The activation ceremony of Fort Jackson's newest Basic Combat Training battalion wasn't just about unfurling flags it was also a time to harken back to those who fought in Vietnam nearly a half century ago.

When 4th Battalion, 39th Infantry Regiment was activated in a ceremony Oct. 24 on Victory Field, Fort Jackson became a little more "hardcore" as veterans stood in the unit's ranks assisting in the unfurling of unit colors.

Col. Patrick Aspland, commander of the 165th, welcomed the Hardcore Battalion into his fold, saying, "We have with us today some of those veterans from Vietnam. I would like to offer them special recognition and thank them for their role they played in this historic battalion."
Fourth Battalion received its "hardcore" moniker during its deployment to Vietnam in 1968 as part of the 9th Infantry Division.

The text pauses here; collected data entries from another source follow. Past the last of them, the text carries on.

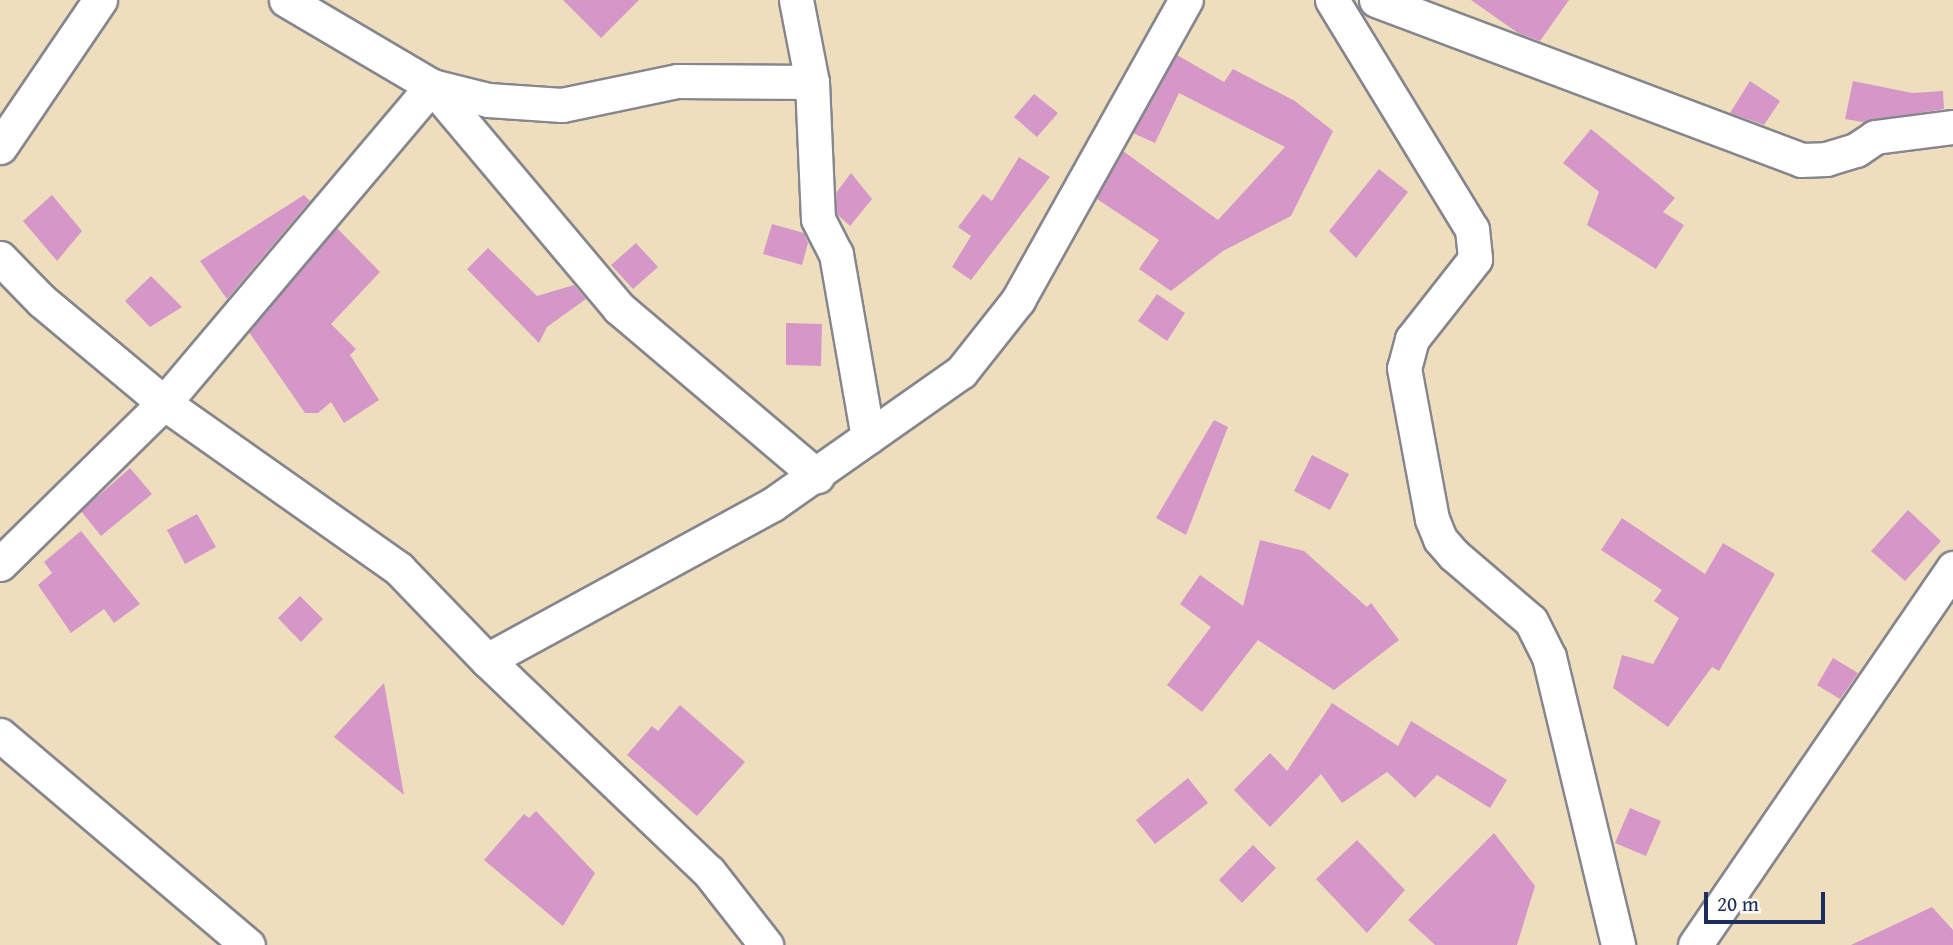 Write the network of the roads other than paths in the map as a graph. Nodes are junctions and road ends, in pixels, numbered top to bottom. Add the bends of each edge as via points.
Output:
1 (100, 0) edge
2 (286, 0) edge
3 (796, 0) edge
4 (1186, 0) edge
5 (1332, 0) edge
6 (1376, 0) edge
7 (811, 82) junction
8 (432, 86) junction
9 (1953, 127) edge
10 (0, 147) edge
11 (0, 258) edge
12 (164, 403) junction
13 (868, 437) junction
14 (817, 475) junction
15 (0, 564) edge
16 (1949, 581) edge
17 (487, 660) junction
18 (0, 735) edge
19 (248, 945) edge
20 (766, 945) edge
21 (1618, 945) edge
22 (1695, 945) edge

1 - 10 street
2 - 8 street
3 - 7 street
4 - 13 street via 992,338 961,372
5 - 21 street via 1472,229 1475,259 1412,339 1404,368 1432,519 1454,555 1531,621 1545,649
6 - 9 street via 1801,160 1856,150 1875,137
7 - 8 street via 677,81 562,105 488,100
7 - 13 street via 818,219 836,254
8 - 12 street
8 - 14 street via 619,308
11 - 12 street via 43,301
12 - 15 street
12 - 17 street via 399,569
13 - 14 street
14 - 17 street
16 - 22 street
17 - 20 street via 709,872
18 - 19 street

The battalion became the 11th training battalion on the installation and joined its sister battalions as part of the 165th Infantry Brigade. It traces its roots to June 1, 1917, when it was organized at Camp Syracuse in New York. The 39th Infantry Regiment fought in World War I with the 4th Infantry Division where it saw action in the Aisne-Marne Offensive and battled in the Meuse-Argonne, Lorrain, St. Mihiel and Champagne. The regiment also fought in North Africa, Normandy, and in the Battle of the Bulge during World War II.

Lt. Col. Andrew Jasso, 4-39 Inf. Bn. commander, reiterated how important it was to honor those Vietnam vets during his speech during the ceremony.

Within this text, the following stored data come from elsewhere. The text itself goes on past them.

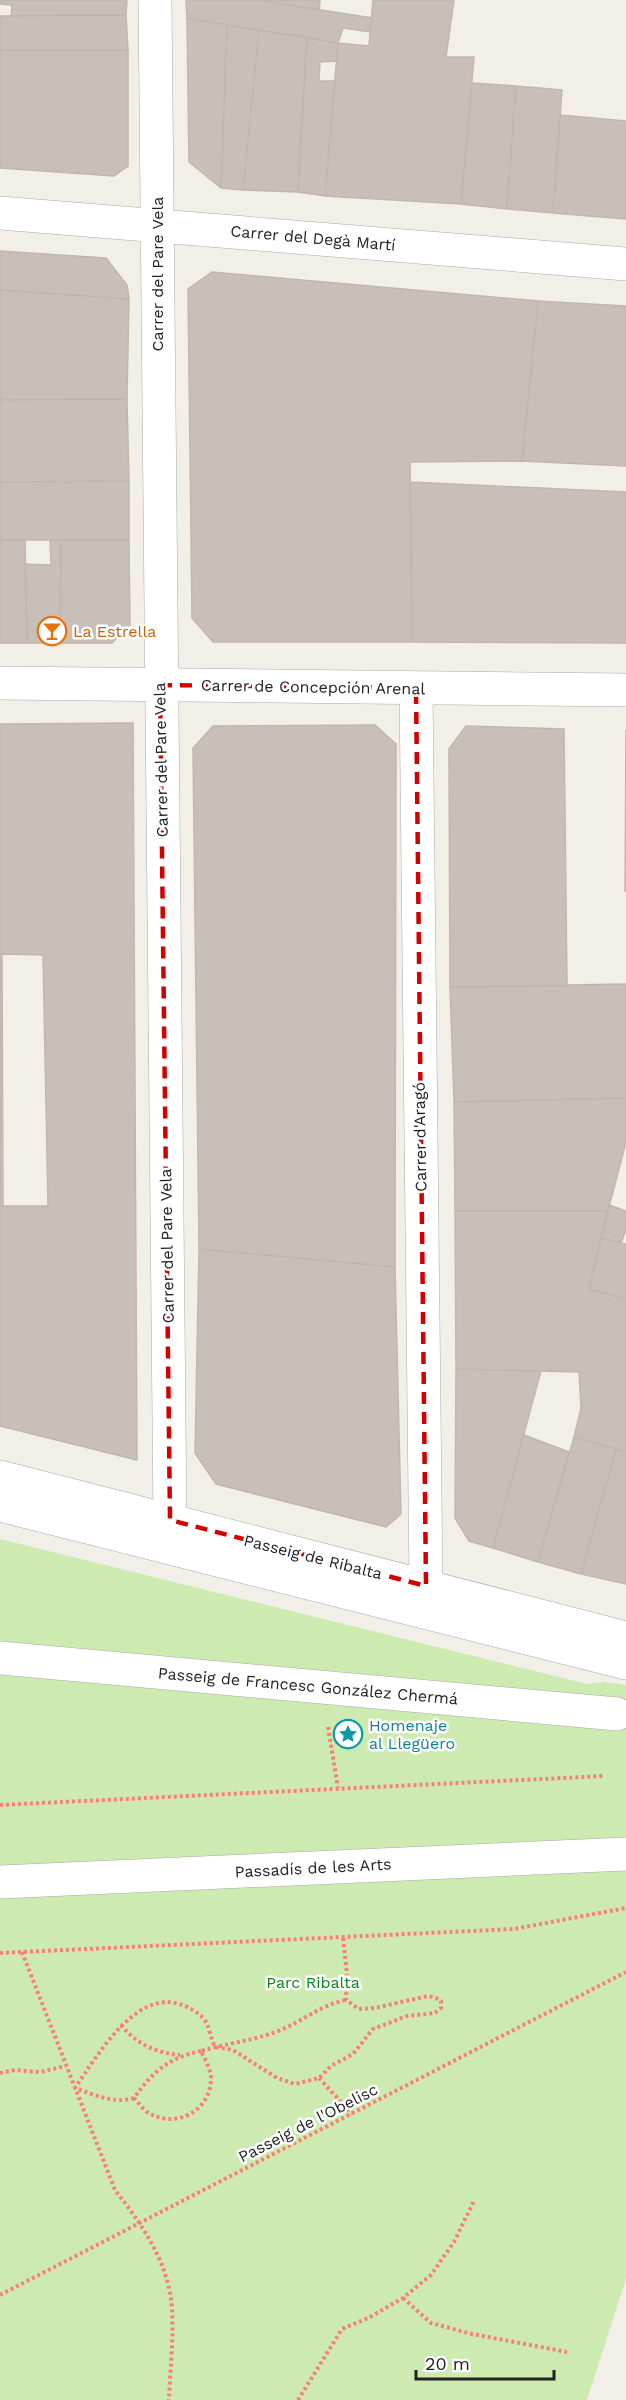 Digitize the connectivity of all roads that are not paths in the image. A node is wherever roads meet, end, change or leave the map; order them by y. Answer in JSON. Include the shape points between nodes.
{"nodes":[{"id":1,"x":154,"y":0,"type":"edge"},
{"id":2,"x":0,"y":213,"type":"edge"},
{"id":3,"x":156,"y":225,"type":"junction"},
{"id":4,"x":626,"y":264,"type":"edge"},
{"id":5,"x":0,"y":684,"type":"edge"},
{"id":6,"x":160,"y":685,"type":"junction"},
{"id":7,"x":416,"y":688,"type":"junction"},
{"id":8,"x":626,"y":690,"type":"edge"},
{"id":9,"x":0,"y":1477,"type":"edge"},
{"id":10,"x":0,"y":1506,"type":"edge"},
{"id":11,"x":170,"y":1520,"type":"junction"},
{"id":12,"x":426,"y":1586,"type":"junction"},
{"id":13,"x":626,"y":1638,"type":"edge"},
{"id":14,"x":0,"y":1658,"type":"edge"},
{"id":15,"x":626,"y":1664,"type":"edge"},
{"id":16,"x":617,"y":1714,"type":"dead end"},
{"id":17,"x":626,"y":1854,"type":"edge"},
{"id":18,"x":0,"y":1882,"type":"edge"}],
"edges":[{"from":1,"to":3,"type":"street","name":"Carrer del Pare Vela"},
{"from":2,"to":3,"type":"street","name":"Carrer del Degà Martí"},
{"from":3,"to":4,"type":"street","name":"Carrer del Degà Martí"},
{"from":3,"to":6,"type":"street","name":"Carrer del Pare Vela"},
{"from":5,"to":6,"type":"street","name":"Carrer de Concepción Arenal"},
{"from":6,"to":7,"type":"street","name":"Carrer de Concepción Arenal"},
{"from":6,"to":11,"type":"street","name":"Carrer del Pare Vela"},
{"from":7,"to":8,"type":"street","name":"Carrer de Concepción Arenal"},
{"from":7,"to":12,"type":"street","name":"Carrer d'Aragó"},
{"from":9,"to":11,"type":"street","name":"Passeig de Ribalta"},
{"from":10,"to":15,"type":"street","name":"Passeig de Ribalta"},
{"from":11,"to":12,"type":"street","name":"Passeig de Ribalta"},
{"from":12,"to":13,"type":"street","name":"Passeig de Ribalta"},
{"from":14,"to":16,"type":"street","name":"Passeig de Francesc González Chermá"},
{"from":17,"to":18,"type":"street","name":"Passadís de les Arts"}]}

Jasso said the veterans of a war where 2.7 million Americans, or one in 10 of every 18-21 year old males, would fight were "heroes."

"Today on Fort Jackson we have heroes present -- Soldiers who fought four our nation and who didn't get the admiration and honor they deserve," he said.

Aspland not only praised the veterans but singled out the battalion's efforts in preparation for activation.

"They have rebuilt this organization over the past months and through trials and tribulations stand ready to train and prepare citizens of the United States to become Soldiers of character ready to deploy, engage and destroy enemies of the United States in close combat," he said.

"I am confident not only in your ability to conduct basic training, but to make your predecessors proud and uphold the tradition of their hardcore name," Aspland added.